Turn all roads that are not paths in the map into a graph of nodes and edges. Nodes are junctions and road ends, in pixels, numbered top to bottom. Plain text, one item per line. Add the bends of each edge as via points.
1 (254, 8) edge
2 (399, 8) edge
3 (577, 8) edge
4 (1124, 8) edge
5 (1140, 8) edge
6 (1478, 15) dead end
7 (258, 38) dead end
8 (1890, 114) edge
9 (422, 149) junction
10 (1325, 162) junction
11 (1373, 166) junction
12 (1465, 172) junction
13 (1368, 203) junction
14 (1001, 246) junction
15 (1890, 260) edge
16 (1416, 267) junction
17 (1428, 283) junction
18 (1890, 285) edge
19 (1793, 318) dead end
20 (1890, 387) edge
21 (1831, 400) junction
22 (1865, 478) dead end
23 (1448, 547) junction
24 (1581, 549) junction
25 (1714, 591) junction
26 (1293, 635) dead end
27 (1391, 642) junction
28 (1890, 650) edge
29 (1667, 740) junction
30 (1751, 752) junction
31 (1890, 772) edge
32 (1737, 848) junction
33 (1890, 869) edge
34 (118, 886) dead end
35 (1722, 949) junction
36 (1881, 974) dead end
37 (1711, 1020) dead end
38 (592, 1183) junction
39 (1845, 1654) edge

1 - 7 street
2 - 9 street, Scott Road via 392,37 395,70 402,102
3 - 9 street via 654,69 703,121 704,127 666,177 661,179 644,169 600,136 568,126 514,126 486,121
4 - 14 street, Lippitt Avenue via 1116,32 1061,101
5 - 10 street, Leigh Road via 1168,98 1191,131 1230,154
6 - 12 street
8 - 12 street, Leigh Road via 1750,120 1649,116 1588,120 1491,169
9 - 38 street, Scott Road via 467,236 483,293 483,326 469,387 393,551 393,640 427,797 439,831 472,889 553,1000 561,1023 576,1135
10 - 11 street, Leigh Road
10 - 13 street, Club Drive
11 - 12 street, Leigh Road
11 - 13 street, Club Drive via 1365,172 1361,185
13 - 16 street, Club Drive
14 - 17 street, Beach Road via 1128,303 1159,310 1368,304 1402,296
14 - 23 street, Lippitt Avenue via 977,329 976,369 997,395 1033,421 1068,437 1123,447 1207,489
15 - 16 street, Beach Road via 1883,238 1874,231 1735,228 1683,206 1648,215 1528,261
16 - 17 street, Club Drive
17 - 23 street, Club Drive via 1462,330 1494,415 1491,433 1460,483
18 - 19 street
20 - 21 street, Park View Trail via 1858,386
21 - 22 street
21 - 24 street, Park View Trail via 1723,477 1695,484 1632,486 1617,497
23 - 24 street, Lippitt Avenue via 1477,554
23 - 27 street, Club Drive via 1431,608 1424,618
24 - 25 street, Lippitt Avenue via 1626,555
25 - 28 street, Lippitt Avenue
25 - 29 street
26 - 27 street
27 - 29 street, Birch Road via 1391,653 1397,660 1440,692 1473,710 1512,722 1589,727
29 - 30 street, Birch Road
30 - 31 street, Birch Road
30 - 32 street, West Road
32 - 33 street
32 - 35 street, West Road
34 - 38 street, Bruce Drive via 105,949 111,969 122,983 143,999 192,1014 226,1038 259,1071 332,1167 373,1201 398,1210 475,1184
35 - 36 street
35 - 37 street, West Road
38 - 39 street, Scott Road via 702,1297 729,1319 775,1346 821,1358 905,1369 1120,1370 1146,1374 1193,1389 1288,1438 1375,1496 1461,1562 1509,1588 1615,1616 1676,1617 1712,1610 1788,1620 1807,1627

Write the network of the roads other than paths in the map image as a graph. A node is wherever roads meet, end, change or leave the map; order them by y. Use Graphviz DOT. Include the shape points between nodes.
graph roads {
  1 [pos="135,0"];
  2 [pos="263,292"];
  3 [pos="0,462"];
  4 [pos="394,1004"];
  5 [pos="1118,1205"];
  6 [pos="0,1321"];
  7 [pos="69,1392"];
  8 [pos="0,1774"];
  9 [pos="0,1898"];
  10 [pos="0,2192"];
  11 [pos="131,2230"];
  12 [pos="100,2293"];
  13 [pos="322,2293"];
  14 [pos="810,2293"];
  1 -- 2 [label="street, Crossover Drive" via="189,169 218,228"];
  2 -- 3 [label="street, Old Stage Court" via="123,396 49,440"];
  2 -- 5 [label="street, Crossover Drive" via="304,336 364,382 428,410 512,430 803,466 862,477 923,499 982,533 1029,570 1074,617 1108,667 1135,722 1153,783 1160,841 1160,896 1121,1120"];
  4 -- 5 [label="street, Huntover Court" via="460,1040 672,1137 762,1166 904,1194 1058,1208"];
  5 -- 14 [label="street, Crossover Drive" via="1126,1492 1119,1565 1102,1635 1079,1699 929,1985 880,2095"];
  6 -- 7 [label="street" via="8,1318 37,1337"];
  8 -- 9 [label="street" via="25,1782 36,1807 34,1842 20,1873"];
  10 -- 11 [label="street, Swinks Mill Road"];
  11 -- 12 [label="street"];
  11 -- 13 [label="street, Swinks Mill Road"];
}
━━━
_Work item_: Please state how many lines of the material above include the word "nodes"; the number is the whole answer.

_Answer space_: 2